Rafforzare le difese naturali delle piante e a prevenire l’attacco dei parassiti
Proteggere molte specie vegetali aggredite da insetti primaverili
Stimolare la crescita delle radici delle giovani piante e arricchire il terreno

Sicuramente avrete sentito parlare dei benefici del macerato di ortica. La ricetta per l’auto produzione è quella antica: mettere in un secchio le piante di ortica ricoperte con l’acqua, chiudere con un coperchio e aspettare tre settimane prima dell’uso. Il prodotto finale ha molteplici utilizzi in agricoltura ma ha anche l’inconveniente dello sgradevole odore che emana. Per aggirare questo dettaglio e per rendere più snella la somministrazione, la ricerca ha fatto grandi passi avanti producendo l’estratto di ortica concentrato pronto all’uso da nebulizzare direttamente sulle piante.

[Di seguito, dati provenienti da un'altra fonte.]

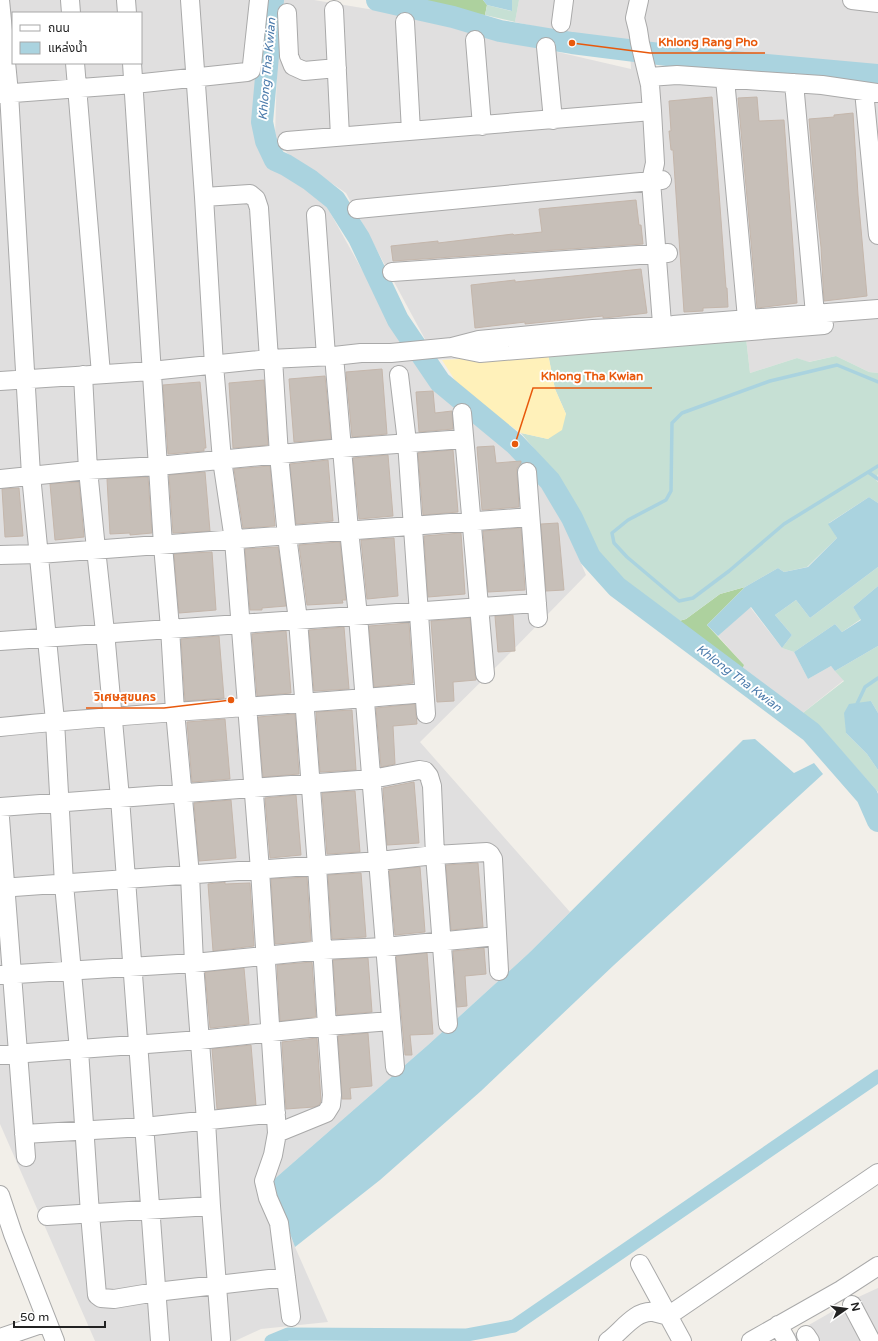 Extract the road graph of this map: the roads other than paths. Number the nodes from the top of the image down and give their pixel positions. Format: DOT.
graph roads {
  1 [pos="0,0"];
  2 [pos="70,0"];
  3 [pos="126,0"];
  4 [pos="190,0"];
  5 [pos="259,0"];
  6 [pos="564,0"];
  7 [pos="638,0"];
  8 [pos="649,0"];
  9 [pos="852,0"];
  10 [pos="878,3"];
  11 [pos="334,10"];
  12 [pos="71,12"];
  13 [pos="127,12"];
  14 [pos="287,13"];
  15 [pos="405,22"];
  16 [pos="562,23"];
  17 [pos="639,37"];
  18 [pos="475,40"];
  19 [pos="546,47"];
  20 [pos="76,64"];
  21 [pos="132,64"];
  22 [pos="337,68"];
  23 [pos="648,74"];
  24 [pos="196,77"];
  25 [pos="725,79"];
  26 [pos="794,83"];
  27 [pos="134,84"];
  28 [pos="78,88"];
  29 [pos="871,92"];
  30 [pos="5,93"];
  31 [pos="652,111"];
  32 [pos="553,120"];
  33 [pos="482,126"];
  34 [pos="411,131"];
  35 [pos="340,137"];
  36 [pos="287,141"];
  37 [pos="657,181"];
  38 [pos="204,197"];
  39 [pos="357,209"];
  40 [pos="316,215"];
  41 [pos="878,235"];
  42 [pos="663,253"];
  43 [pos="392,272"];
  44 [pos="878,309"];
  45 [pos="816,320"];
  46 [pos="878,321"];
  47 [pos="748,325"];
  48 [pos="668,332"];
  49 [pos="330,356"];
  50 [pos="271,359"];
  51 [pos="214,365"];
  52 [pos="151,371"];
  53 [pos="101,374"];
  54 [pos="399,375"];
  55 [pos="83,376"];
  56 [pos="26,380"];
  57 [pos="0,381"];
  58 [pos="462,413"];
  59 [pos="464,439"];
  60 [pos="407,442"];
  61 [pos="342,448"];
  62 [pos="279,455"];
  63 [pos="222,460"];
  64 [pos="158,466"];
  65 [pos="88,470"];
  66 [pos="527,472"];
  67 [pos="31,475"];
  68 [pos="0,479"];
  69 [pos="530,517"];
  70 [pos="471,521"];
  71 [pos="413,526"];
  72 [pos="349,530"];
  73 [pos="287,536"];
  74 [pos="234,540"];
  75 [pos="163,545"];
  76 [pos="96,549"];
  77 [pos="39,554"];
  78 [pos="0,555"];
  79 [pos="479,606"];
  80 [pos="419,612"];
  81 [pos="358,616"];
  82 [pos="298,620"];
  83 [pos="241,624"];
  84 [pos="170,628"];
  85 [pos="105,632"];
  86 [pos="47,638"];
  87 [pos="0,641"];
  88 [pos="485,674"];
  89 [pos="424,693"];
  90 [pos="365,698"];
  91 [pos="304,703"];
  92 [pos="247,706"];
  93 [pos="175,711"];
  94 [pos="426,714"];
  95 [pos="113,717"];
  96 [pos="55,721"];
  97 [pos="0,727"];
  98 [pos="372,779"];
  99 [pos="311,784"];
  100 [pos="254,788"];
  101 [pos="184,793"];
  102 [pos="120,798"];
  103 [pos="60,803"];
  104 [pos="0,807"];
  105 [pos="0,818"];
  106 [pos="435,855"];
  107 [pos="379,861"];
  108 [pos="318,866"];
  109 [pos="260,870"];
  110 [pos="190,874"];
  111 [pos="126,879"];
  112 [pos="64,884"];
  113 [pos="3,888"];
  114 [pos="497,936"];
  115 [pos="443,940"];
  116 [pos="385,947"];
  117 [pos="323,950"];
  118 [pos="265,956"];
  119 [pos="194,963"];
  120 [pos="132,966"];
  121 [pos="72,970"];
  122 [pos="499,971"];
  123 [pos="6,975"];
  124 [pos="392,1022"];
  125 [pos="448,1024"];
  126 [pos="327,1026"];
  127 [pos="270,1032"];
  128 [pos="200,1040"];
  129 [pos="138,1046"];
  130 [pos="79,1050"];
  131 [pos="18,1054"];
  132 [pos="0,1055"];
  133 [pos="395,1066"];
  134 [pos="276,1113"];
  135 [pos="206,1120"];
  136 [pos="144,1127"];
  137 [pos="84,1132"];
  138 [pos="276,1133"];
  139 [pos="24,1134"];
  140 [pos="26,1157"];
  141 [pos="878,1173"];
  142 [pos="0,1195"];
  143 [pos="211,1206"];
  144 [pos="150,1210"];
  145 [pos="90,1214"];
  146 [pos="47,1216"];
  147 [pos="7,1237"];
  148 [pos="640,1264"];
  149 [pos="878,1266"];
  150 [pos="286,1277"];
  151 [pos="217,1286"];
  152 [pos="156,1292"];
  153 [pos="852,1305"];
  154 [pos="668,1316"];
  155 [pos="291,1318"];
  156 [pos="47,1322"];
  157 [pos="778,1325"];
  158 [pos="0,1338"];
  159 [pos="221,1339"];
  160 [pos="759,1339"];
  161 [pos="55,1341"];
  162 [pos="160,1341"];
  163 [pos="608,1341"];
  164 [pos="682,1341"];
  165 [pos="787,1341"];
  166 [pos="871,1341"];
  1 -- 30 [label="street"];
  2 -- 12 [label="street"];
  3 -- 13 [label="street"];
  4 -- 24 [label="street"];
  5 -- 24 [label="street"];
  6 -- 16 [label="street"];
  7 -- 17 [label="street"];
  8 -- 17 [label="street"];
  9 -- 10 [label="street"];
  11 -- 22 [label="street"];
  14 -- 22 [label="street"];
  15 -- 34 [label="street"];
  17 -- 23 [label="street"];
  18 -- 33 [label="street"];
  19 -- 32 [label="street"];
  20 -- 28 [label="street"];
  21 -- 27 [label="street"];
  22 -- 35 [label="street"];
  23 -- 25 [label="street"];
  23 -- 31 [label="street"];
  24 -- 27 [label="street"];
  24 -- 38 [label="street"];
  25 -- 26 [label="street"];
  25 -- 47 [label="street"];
  26 -- 29 [label="street"];
  26 -- 45 [label="street"];
  27 -- 28 [label="street"];
  27 -- 52 [label="street"];
  28 -- 30 [label="street"];
  28 -- 53 [label="street"];
  29 -- 41 [label="street"];
  30 -- 56 [label="street"];
  31 -- 32 [label="street"];
  31 -- 37 [label="street"];
  32 -- 33 [label="street"];
  33 -- 34 [label="street"];
  34 -- 35 [label="street"];
  35 -- 36 [label="street"];
  37 -- 39 [label="street"];
  37 -- 42 [label="street"];
  38 -- 50 [label="street"];
  38 -- 51 [label="street"];
  40 -- 49 [label="street"];
  42 -- 43 [label="street"];
  42 -- 48 [label="street"];
  44 -- 45 [label="street"];
  45 -- 46 [label="street"];
  45 -- 47 [label="street"];
  47 -- 48 [label="street"];
  48 -- 49 [label="street"];
  49 -- 50 [label="street"];
  49 -- 61 [label="street"];
  50 -- 51 [label="street"];
  50 -- 62 [label="street"];
  51 -- 52 [label="street"];
  51 -- 63 [label="street"];
  52 -- 53 [label="street"];
  52 -- 64 [label="street"];
  53 -- 55 [label="street"];
  54 -- 60 [label="street"];
  55 -- 56 [label="street"];
  55 -- 65 [label="street"];
  56 -- 57 [label="street"];
  56 -- 67 [label="street"];
  58 -- 59 [label="street"];
  59 -- 60 [label="street"];
  59 -- 70 [label="street"];
  60 -- 61 [label="street"];
  60 -- 71 [label="street"];
  61 -- 62 [label="street"];
  61 -- 72 [label="street"];
  62 -- 63 [label="street"];
  62 -- 73 [label="street"];
  63 -- 64 [label="street"];
  63 -- 74 [label="street"];
  64 -- 65 [label="street"];
  64 -- 75 [label="street"];
  65 -- 67 [label="street"];
  65 -- 76 [label="street"];
  66 -- 69 [label="street"];
  67 -- 68 [label="street"];
  67 -- 77 [label="street"];
  69 -- 70 [label="street"];
  69 -- 79 [label="street"];
  70 -- 71 [label="street"];
  70 -- 79 [label="street"];
  71 -- 72 [label="street"];
  71 -- 80 [label="street"];
  72 -- 73 [label="street"];
  72 -- 81 [label="street"];
  73 -- 74 [label="street"];
  73 -- 82 [label="street"];
  74 -- 75 [label="street"];
  74 -- 83 [label="street"];
  75 -- 76 [label="street"];
  75 -- 84 [label="street"];
  76 -- 77 [label="street"];
  76 -- 85 [label="street"];
  77 -- 78 [label="street"];
  77 -- 86 [label="street"];
  79 -- 80 [label="street"];
  79 -- 88 [label="street"];
  80 -- 81 [label="street"];
  80 -- 89 [label="street"];
  81 -- 82 [label="street"];
  81 -- 90 [label="street"];
  82 -- 83 [label="street"];
  82 -- 91 [label="street"];
  83 -- 84 [label="street"];
  83 -- 92 [label="street"];
  84 -- 85 [label="street"];
  84 -- 93 [label="street"];
  85 -- 86 [label="street"];
  85 -- 95 [label="street"];
  86 -- 87 [label="street"];
  86 -- 96 [label="street"];
  89 -- 90 [label="street"];
  89 -- 94 [label="street"];
  90 -- 91 [label="street"];
  90 -- 98 [label="street"];
  91 -- 92 [label="street"];
  91 -- 99 [label="street"];
  92 -- 93 [label="street"];
  92 -- 100 [label="street"];
  93 -- 95 [label="street"];
  93 -- 101 [label="street"];
  95 -- 96 [label="street"];
  95 -- 102 [label="street"];
  96 -- 97 [label="street"];
  96 -- 103 [label="street"];
  98 -- 99 [label="street"];
  98 -- 106 [label="street"];
  98 -- 107 [label="street"];
  99 -- 100 [label="street"];
  99 -- 108 [label="street"];
  100 -- 101 [label="street"];
  100 -- 109 [label="street"];
  101 -- 102 [label="street"];
  101 -- 110 [label="street"];
  102 -- 103 [label="street"];
  102 -- 111 [label="street"];
  103 -- 104 [label="street"];
  103 -- 112 [label="street"];
  105 -- 113 [label="street"];
  106 -- 107 [label="street"];
  106 -- 114 [label="street"];
  106 -- 115 [label="street"];
  107 -- 108 [label="street"];
  107 -- 116 [label="street"];
  108 -- 109 [label="street"];
  108 -- 117 [label="street"];
  109 -- 110 [label="street"];
  109 -- 118 [label="street"];
  110 -- 111 [label="street"];
  110 -- 119 [label="street"];
  111 -- 112 [label="street"];
  111 -- 120 [label="street"];
  112 -- 113 [label="street"];
  112 -- 121 [label="street"];
  113 -- 123 [label="street"];
  114 -- 115 [label="street"];
  114 -- 122 [label="street"];
  115 -- 116 [label="street"];
  115 -- 125 [label="street"];
  116 -- 117 [label="street"];
  116 -- 124 [label="street"];
  117 -- 118 [label="street"];
  117 -- 126 [label="street"];
  118 -- 119 [label="street"];
  118 -- 127 [label="street"];
  119 -- 120 [label="street"];
  119 -- 128 [label="street"];
  120 -- 121 [label="street"];
  120 -- 129 [label="street"];
  121 -- 123 [label="street"];
  121 -- 130 [label="street"];
  123 -- 131 [label="street"];
  124 -- 126 [label="street"];
  124 -- 133 [label="street"];
  126 -- 127 [label="street"];
  126 -- 138 [label="street"];
  127 -- 128 [label="street"];
  127 -- 134 [label="street"];
  128 -- 129 [label="street"];
  128 -- 135 [label="street"];
  129 -- 130 [label="street"];
  129 -- 136 [label="street"];
  130 -- 131 [label="street"];
  130 -- 137 [label="street"];
  131 -- 132 [label="street"];
  131 -- 139 [label="street"];
  134 -- 135 [label="street"];
  134 -- 138 [label="street"];
  135 -- 136 [label="street"];
  135 -- 143 [label="street"];
  136 -- 137 [label="street"];
  136 -- 144 [label="street"];
  137 -- 139 [label="street"];
  137 -- 145 [label="street"];
  138 -- 150 [label="street"];
  139 -- 140 [label="street"];
  141 -- 154 [label="street"];
  142 -- 147 [label="street"];
  143 -- 144 [label="street"];
  143 -- 151 [label="street"];
  144 -- 145 [label="street"];
  144 -- 152 [label="street"];
  145 -- 146 [label="street"];
  145 -- 152 [label="street"];
  147 -- 156 [label="street"];
  148 -- 154 [label="street"];
  149 -- 157 [label="street"];
  150 -- 151 [label="street"];
  150 -- 155 [label="street"];
  151 -- 152 [label="street"];
  151 -- 159 [label="street"];
  152 -- 162 [label="street"];
  153 -- 166 [label="street"];
  154 -- 163 [label="street"];
  154 -- 164 [label="street"];
  156 -- 158 [label="street"];
  156 -- 161 [label="street"];
  157 -- 160 [label="street"];
  157 -- 165 [label="street"];
}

In questo caso, le proprietà dell’ortica, unitamente ad altri principi attivi, diventano valido rimedio naturale per le seguenti colture e relativi problemi:

MODALITÀ D’IMPIEGO

Coltura Patologia  Epoca d’impiego
Alberi da frutto: Melo, Susino, PescoRibes rosso, Noce, Ciliegio Afidi (Myzuspersicae, Macrosiphum rosae, Eriosoma Lanigerum, Cryptomyzusribis, CallaphisjuglandisMyzuscerasi) Primavera-estate fino a prima della raccolta del frutto maturo
Fagiolo Afidi (Aphis fabae) Primavera-estate fino a prima della raccolta del frutto maturo
Patata Afidi (Myzuspersicae) Primavera-estate fino alla fine della formazione del tubero
Lattuga/Cavolo Afidi (Brevicorynebrassicae, Nazonoviaribisnigri) Primavera-estate
Sambuco Afidi (Aphis sambuci) Primavera-estate
Rosa, Spirea Afidi (Macrosyphumrosae, Aphis spiraephaga) Primavera-estate
Brassicaceae
(cavolo, Ravanello)
 Phyllotreta nemorum, (altiche) diamondbackbmoth (tignola) Primavera-estate fino a 9 o più foglie vere piegate o tipica massa fogliare raggiunta
Mele-Pere Carpocapsa Cydia pomonella Aprile e 1 trattamento a maggio
Fagiolo Acari (Tetranychusurticae) Primavera-estate fino a completa maturazione
Vite Acari (Tetranychusurticae, Tetranychustelarius) Primavera-estate fino a completa maturazione

COME NON PUNGERSI

Se la vogliamo raccogliere è molto importante evitare il movimento della mano dall’alto verso il basso. Infatti il segreto sta nel seguire la direzione dei peli urticanti, con un movimento che va dal basso verso l’alto e poi recidere il fusto con un gesto deciso. Se invece abbiamo uno spirito previdente, ci portiamo guanti e forbici e tutto sarà molto più semplice!